◆ Work order
Although the entries contain pictures, return everything else in them verbatim and omit the pictures.
[[ Given data, beginning ]]
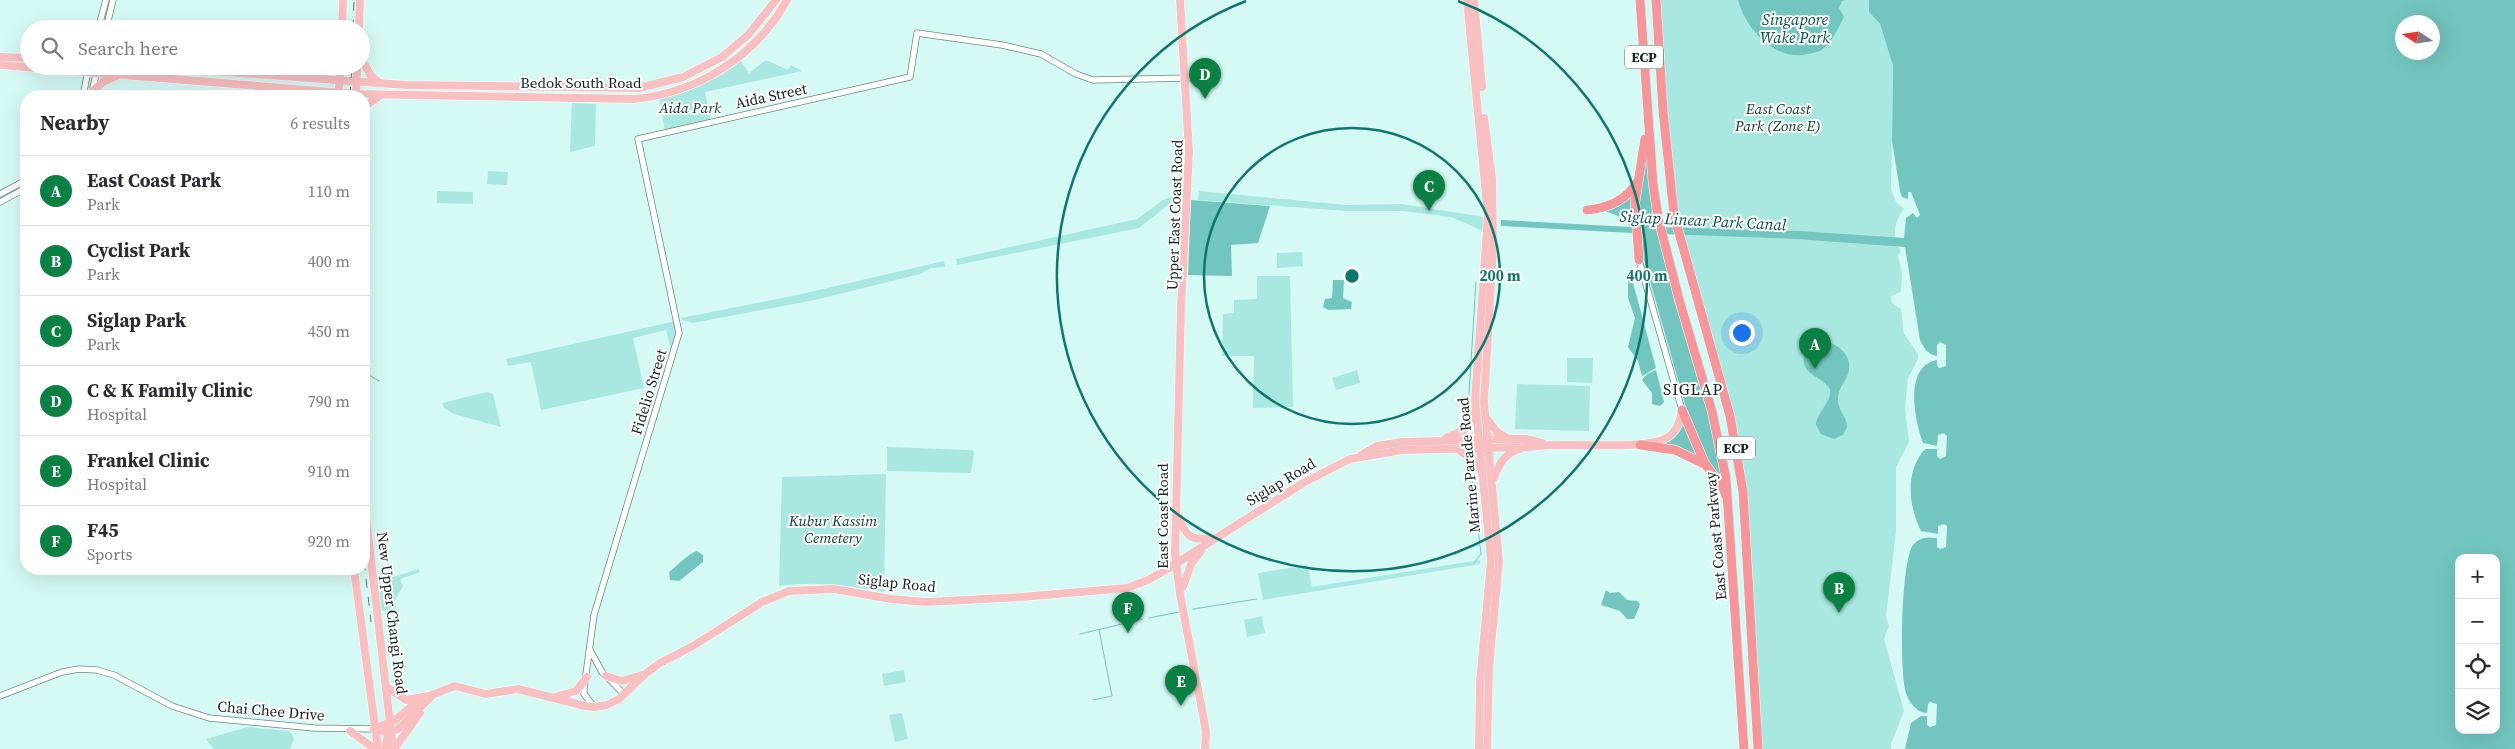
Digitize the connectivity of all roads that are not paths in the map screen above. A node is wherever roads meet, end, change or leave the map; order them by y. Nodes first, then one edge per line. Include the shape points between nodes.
1 (106, 0) edge
2 (113, 0) edge
3 (343, 0) edge
4 (360, 0) edge
5 (776, 0) edge
6 (787, 0) edge
7 (1180, 0) edge
8 (1184, 0) edge
9 (1467, 0) edge
10 (1474, 0) edge
11 (1640, 0) edge
12 (1656, 0) edge
13 (1662, 0) edge
14 (100, 20) edge
15 (108, 20) edge
16 (342, 20) edge
17 (359, 20) edge
18 (0, 57) edge
19 (20, 58) edge
20 (0, 65) edge
21 (20, 66) edge
22 (370, 74) edge
23 (91, 75) edge
24 (93, 75) edge
25 (113, 75) edge
26 (258, 75) edge
27 (318, 75) edge
28 (340, 75) edge
29 (357, 75) edge
30 (117, 76) junction
31 (1187, 78) junction
32 (306, 79) junction
33 (1661, 80) junction
34 (340, 82) junction
35 (357, 83) junction
36 (382, 84) junction
37 (85, 90) edge
38 (91, 90) edge
39 (95, 90) edge
40 (276, 90) edge
41 (339, 90) edge
42 (356, 90) edge
43 (370, 95) edge
44 (381, 95) junction
45 (370, 103) edge
46 (1648, 114) junction
47 (638, 139) joint
48 (1639, 178) junction
49 (20, 183) edge
50 (20, 191) edge
51 (0, 194) edge
52 (0, 202) edge
53 (1587, 210) dead end
54 (1639, 260) joint
55 (1475, 408) junction
56 (1682, 410) junction
57 (1485, 415) junction
58 (1180, 431) junction
59 (1509, 439) junction
60 (1440, 441) junction
61 (1489, 443) junction
62 (1479, 444) junction
63 (1546, 444) junction
64 (1640, 445) junction
65 (1529, 447) junction
66 (1457, 449) junction
67 (1358, 457) junction
68 (1705, 464) junction
69 (1483, 474) junction
70 (1493, 480) junction
71 (1730, 504) junction
72 (1180, 518) junction
73 (1217, 538) junction
74 (1204, 546) junction
75 (370, 548) edge
76 (1178, 563) junction
77 (355, 575) edge
78 (1183, 587) junction
79 (591, 661) junction
80 (645, 674) junction
81 (606, 676) junction
82 (587, 677) junction
83 (387, 687) junction
84 (624, 694) junction
85 (434, 695) junction
86 (0, 696) edge
87 (422, 697) junction
88 (550, 698) junction
89 (594, 707) junction
90 (391, 722) junction
91 (350, 730) junction
92 (374, 730) junction
93 (390, 731) junction
94 (376, 749) edge
95 (385, 749) edge
96 (394, 749) edge
97 (1206, 749) edge
98 (1479, 749) edge
99 (1487, 749) edge
100 (1744, 749) edge
101 (1758, 749) edge

1 - 14 street
2 - 15 street
3 - 16 main road
4 - 17 main road
5 - 36 main road, Bedok South Road via 748,35 722,57 683,77 657,85 605,89
6 - 44 main road, Bedok South Road via 766,30 736,59 699,82 663,95 625,100
7 - 31 main road, Upper East Coast Road
8 - 31 main road, Upper East Coast Road
9 - 55 main road, Marine Parade Road via 1488,215
10 - 57 main road, Marine Parade Road via 1493,190
11 - 46 highway, East Coast Parkway / ECP
12 - 33 highway, East Coast Parkway / ECP
13 - 33 highway
18 - 19 main road
20 - 21 main road, Bedok South Road
22 - 36 main road
23 - 37 street
24 - 38 street
25 - 30 main road, Bedok South Road
26 - 32 main road, Bedok South Road
27 - 32 main road
28 - 34 main road
29 - 35 main road
30 - 39 main road
30 - 40 main road, Bedok South Road
31 - 47 street, Aida Street via 1088,79 1041,54 918,33 910,76
31 - 58 main road, Upper East Coast Road via 1194,152
32 - 34 main road, Bedok South Road
33 - 101 highway, East Coast Parkway / ECP via 1676,226 1738,454
34 - 35 main road, Bedok South Road
34 - 41 main road
35 - 36 main road, Bedok South Road
35 - 42 main road
43 - 44 main road, Bedok South Road
44 - 45 main road
46 - 48 highway
46 - 71 highway, East Coast Parkway / ECP via 1653,183 1661,229 1712,411
47 - 79 street, Fidelio Street via 679,333 594,615 590,634
48 - 53 highway via 1629,193 1616,203
48 - 54 highway via 1635,202
49 - 51 street
50 - 52 street
54 - 56 street
55 - 60 main road via 1464,430
55 - 62 main road, Marine Parade Road
56 - 64 main road, Siglap Road via 1678,426 1671,435
56 - 68 highway
57 - 59 main road via 1497,432
57 - 61 main road, Marine Parade Road
58 - 72 main road, East Coast Road
58 - 76 main road, East Coast Road
59 - 61 main road, Siglap Road
59 - 63 main road, Siglap Road
60 - 62 main road, Siglap Road
60 - 67 main road, Siglap Road via 1377,446
61 - 62 main road, Siglap Road
61 - 65 main road, Siglap Road
61 - 70 main road, Marine Parade Road
62 - 66 main road, Siglap Road
62 - 69 main road, Marine Parade Road
63 - 64 main road, Siglap Road
63 - 65 main road, Siglap Road
64 - 68 highway via 1675,450
65 - 70 main road via 1508,454 1498,466
66 - 67 main road, Siglap Road via 1402,450
66 - 69 main road via 1476,462
67 - 73 main road, Siglap Road via 1343,461 1303,483
68 - 71 highway via 1723,488
69 - 98 main road, Marine Parade Road via 1491,560 1481,666
70 - 99 main road, Marine Parade Road via 1499,561 1488,683
71 - 100 highway, East Coast Parkway / ECP
72 - 73 main road via 1189,536 1199,540
72 - 76 main road, East Coast Road
73 - 74 main road, Siglap Road
74 - 76 main road, Siglap Road
74 - 78 main road via 1190,564
75 - 83 main road, New Upper Changi Road
76 - 78 main road, East Coast Road
76 - 80 main road, Siglap Road via 1127,588 1068,594 926,602 834,589 789,591 762,602
76 - 97 main road, East Coast Road
77 - 92 main road
78 - 97 main road, East Coast Road via 1210,732
79 - 81 street, Fidelio Street
79 - 82 street, Fidelio Street
80 - 81 main road via 622,681
80 - 84 main road, Siglap Road
81 - 84 street, Fidelio Street
82 - 88 main road via 576,691
82 - 89 street, Fidelio Street via 584,694
83 - 87 main road via 406,700
83 - 90 main road, New Upper Changi Road
84 - 89 main road, Siglap Road via 612,703
85 - 87 main road
85 - 88 main road via 455,686 486,694 518,689
85 - 93 main road via 404,724
85 - 96 main road
86 - 91 street, Chai Chee Drive via 62,672 97,670 114,675 172,706 209,718
87 - 90 main road
88 - 89 main road
90 - 92 main road
90 - 93 main road, New Upper Changi Road
91 - 92 street, Chai Chee Drive
91 - 94 main road
92 - 93 main road
92 - 94 main road
93 - 95 main road
93 - 96 main road

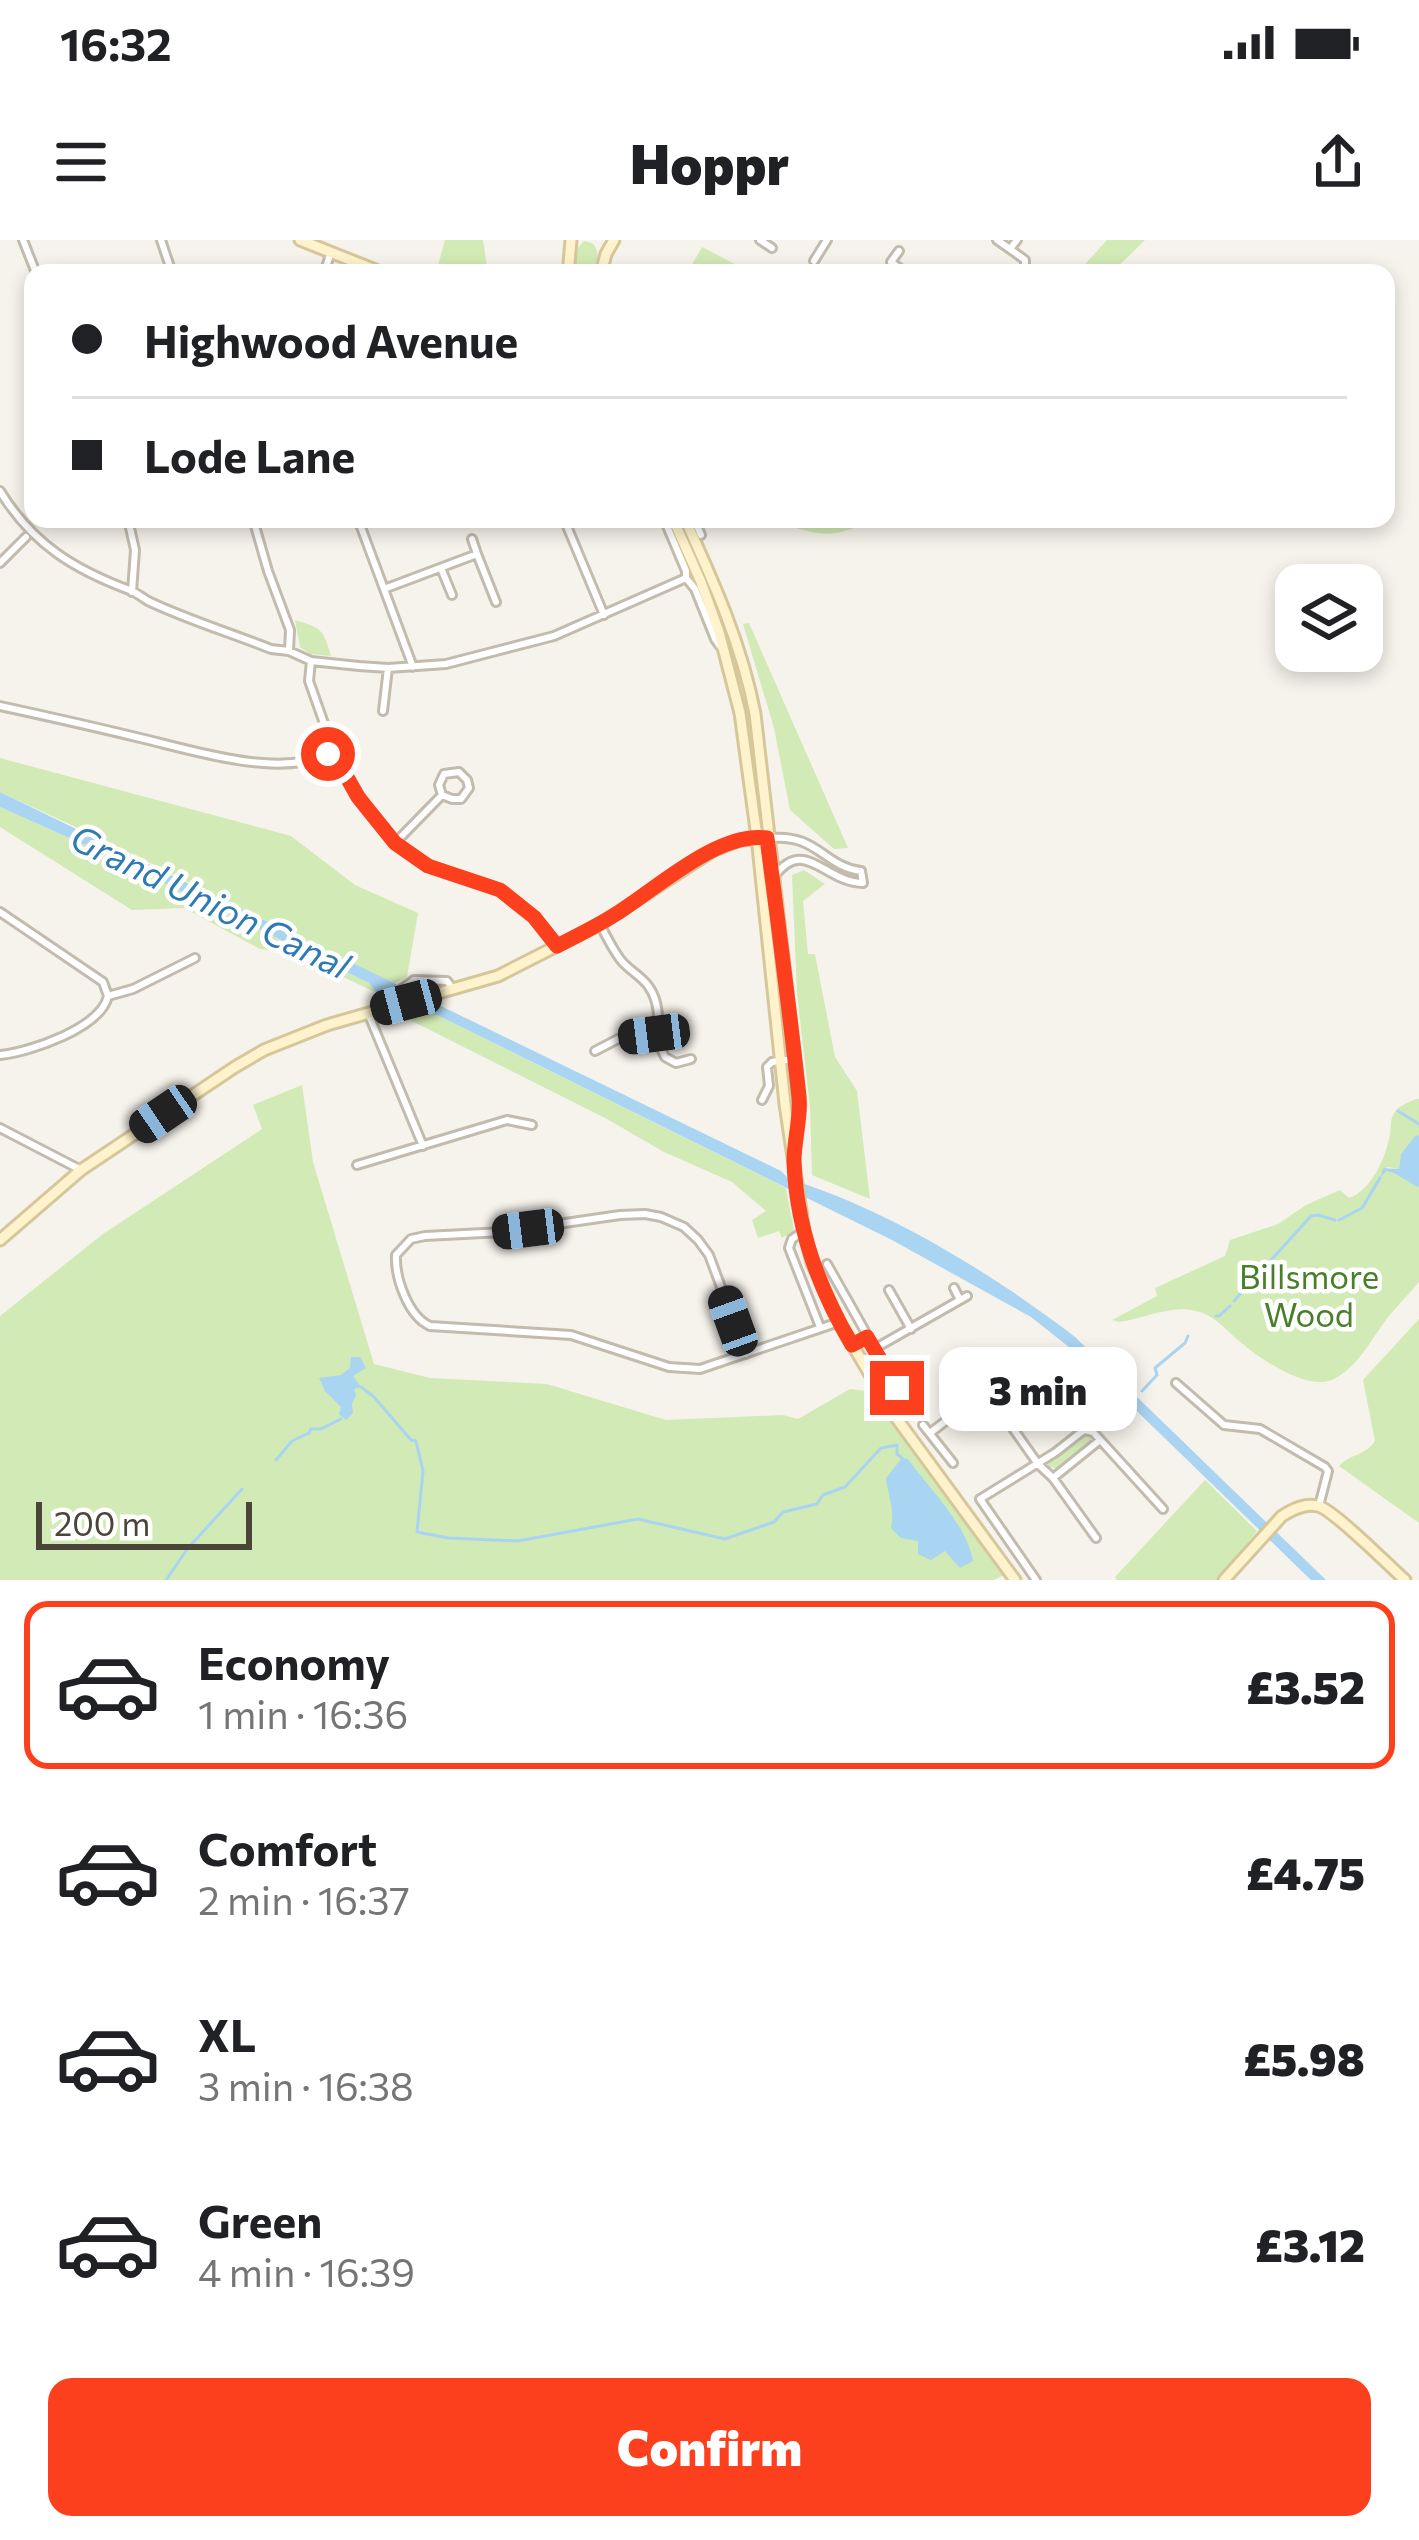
[[ Given data, end ]]
◆ Response area
Digitize the connectivity of all roads that are not paths in the map screen above. A node is wherever roads meet, end, change or leave the map; order them by y. Nodes first, then one edge per line. Include the shape points between nodes.
1 (106, 0) edge
2 (113, 0) edge
3 (343, 0) edge
4 (360, 0) edge
5 (776, 0) edge
6 (787, 0) edge
7 (1180, 0) edge
8 (1184, 0) edge
9 (1467, 0) edge
10 (1474, 0) edge
11 (1640, 0) edge
12 (1656, 0) edge
13 (1662, 0) edge
14 (100, 20) edge
15 (108, 20) edge
16 (342, 20) edge
17 (359, 20) edge
18 (0, 57) edge
19 (20, 58) edge
20 (0, 65) edge
21 (20, 66) edge
22 (370, 74) edge
23 (91, 75) edge
24 (93, 75) edge
25 (113, 75) edge
26 (258, 75) edge
27 (318, 75) edge
28 (340, 75) edge
29 (357, 75) edge
30 (117, 76) junction
31 (1187, 78) junction
32 (306, 79) junction
33 (1661, 80) junction
34 (340, 82) junction
35 (357, 83) junction
36 (382, 84) junction
37 (85, 90) edge
38 (91, 90) edge
39 (95, 90) edge
40 (276, 90) edge
41 (339, 90) edge
42 (356, 90) edge
43 (370, 95) edge
44 (381, 95) junction
45 (370, 103) edge
46 (1648, 114) junction
47 (638, 139) joint
48 (1639, 178) junction
49 (20, 183) edge
50 (20, 191) edge
51 (0, 194) edge
52 (0, 202) edge
53 (1587, 210) dead end
54 (1639, 260) joint
55 (1475, 408) junction
56 (1682, 410) junction
57 (1485, 415) junction
58 (1180, 431) junction
59 (1509, 439) junction
60 (1440, 441) junction
61 (1489, 443) junction
62 (1479, 444) junction
63 (1546, 444) junction
64 (1640, 445) junction
65 (1529, 447) junction
66 (1457, 449) junction
67 (1358, 457) junction
68 (1705, 464) junction
69 (1483, 474) junction
70 (1493, 480) junction
71 (1730, 504) junction
72 (1180, 518) junction
73 (1217, 538) junction
74 (1204, 546) junction
75 (370, 548) edge
76 (1178, 563) junction
77 (355, 575) edge
78 (1183, 587) junction
79 (591, 661) junction
80 (645, 674) junction
81 (606, 676) junction
82 (587, 677) junction
83 (387, 687) junction
84 (624, 694) junction
85 (434, 695) junction
86 (0, 696) edge
87 (422, 697) junction
88 (550, 698) junction
89 (594, 707) junction
90 (391, 722) junction
91 (350, 730) junction
92 (374, 730) junction
93 (390, 731) junction
94 (376, 749) edge
95 (385, 749) edge
96 (394, 749) edge
97 (1206, 749) edge
98 (1479, 749) edge
99 (1487, 749) edge
100 (1744, 749) edge
101 (1758, 749) edge

1 - 14 street
2 - 15 street
3 - 16 main road
4 - 17 main road
5 - 36 main road, Bedok South Road via 748,35 722,57 683,77 657,85 605,89
6 - 44 main road, Bedok South Road via 766,30 736,59 699,82 663,95 625,100
7 - 31 main road, Upper East Coast Road
8 - 31 main road, Upper East Coast Road
9 - 55 main road, Marine Parade Road via 1488,215
10 - 57 main road, Marine Parade Road via 1493,190
11 - 46 highway, East Coast Parkway / ECP
12 - 33 highway, East Coast Parkway / ECP
13 - 33 highway
18 - 19 main road
20 - 21 main road, Bedok South Road
22 - 36 main road
23 - 37 street
24 - 38 street
25 - 30 main road, Bedok South Road
26 - 32 main road, Bedok South Road
27 - 32 main road
28 - 34 main road
29 - 35 main road
30 - 39 main road
30 - 40 main road, Bedok South Road
31 - 47 street, Aida Street via 1088,79 1041,54 918,33 910,76
31 - 58 main road, Upper East Coast Road via 1194,152
32 - 34 main road, Bedok South Road
33 - 101 highway, East Coast Parkway / ECP via 1676,226 1738,454
34 - 35 main road, Bedok South Road
34 - 41 main road
35 - 36 main road, Bedok South Road
35 - 42 main road
43 - 44 main road, Bedok South Road
44 - 45 main road
46 - 48 highway
46 - 71 highway, East Coast Parkway / ECP via 1653,183 1661,229 1712,411
47 - 79 street, Fidelio Street via 679,333 594,615 590,634
48 - 53 highway via 1629,193 1616,203
48 - 54 highway via 1635,202
49 - 51 street
50 - 52 street
54 - 56 street
55 - 60 main road via 1464,430
55 - 62 main road, Marine Parade Road
56 - 64 main road, Siglap Road via 1678,426 1671,435
56 - 68 highway
57 - 59 main road via 1497,432
57 - 61 main road, Marine Parade Road
58 - 72 main road, East Coast Road
58 - 76 main road, East Coast Road
59 - 61 main road, Siglap Road
59 - 63 main road, Siglap Road
60 - 62 main road, Siglap Road
60 - 67 main road, Siglap Road via 1377,446
61 - 62 main road, Siglap Road
61 - 65 main road, Siglap Road
61 - 70 main road, Marine Parade Road
62 - 66 main road, Siglap Road
62 - 69 main road, Marine Parade Road
63 - 64 main road, Siglap Road
63 - 65 main road, Siglap Road
64 - 68 highway via 1675,450
65 - 70 main road via 1508,454 1498,466
66 - 67 main road, Siglap Road via 1402,450
66 - 69 main road via 1476,462
67 - 73 main road, Siglap Road via 1343,461 1303,483
68 - 71 highway via 1723,488
69 - 98 main road, Marine Parade Road via 1491,560 1481,666
70 - 99 main road, Marine Parade Road via 1499,561 1488,683
71 - 100 highway, East Coast Parkway / ECP
72 - 73 main road via 1189,536 1199,540
72 - 76 main road, East Coast Road
73 - 74 main road, Siglap Road
74 - 76 main road, Siglap Road
74 - 78 main road via 1190,564
75 - 83 main road, New Upper Changi Road
76 - 78 main road, East Coast Road
76 - 80 main road, Siglap Road via 1127,588 1068,594 926,602 834,589 789,591 762,602
76 - 97 main road, East Coast Road
77 - 92 main road
78 - 97 main road, East Coast Road via 1210,732
79 - 81 street, Fidelio Street
79 - 82 street, Fidelio Street
80 - 81 main road via 622,681
80 - 84 main road, Siglap Road
81 - 84 street, Fidelio Street
82 - 88 main road via 576,691
82 - 89 street, Fidelio Street via 584,694
83 - 87 main road via 406,700
83 - 90 main road, New Upper Changi Road
84 - 89 main road, Siglap Road via 612,703
85 - 87 main road
85 - 88 main road via 455,686 486,694 518,689
85 - 93 main road via 404,724
85 - 96 main road
86 - 91 street, Chai Chee Drive via 62,672 97,670 114,675 172,706 209,718
87 - 90 main road
88 - 89 main road
90 - 92 main road
90 - 93 main road, New Upper Changi Road
91 - 92 street, Chai Chee Drive
91 - 94 main road
92 - 93 main road
92 - 94 main road
93 - 95 main road
93 - 96 main road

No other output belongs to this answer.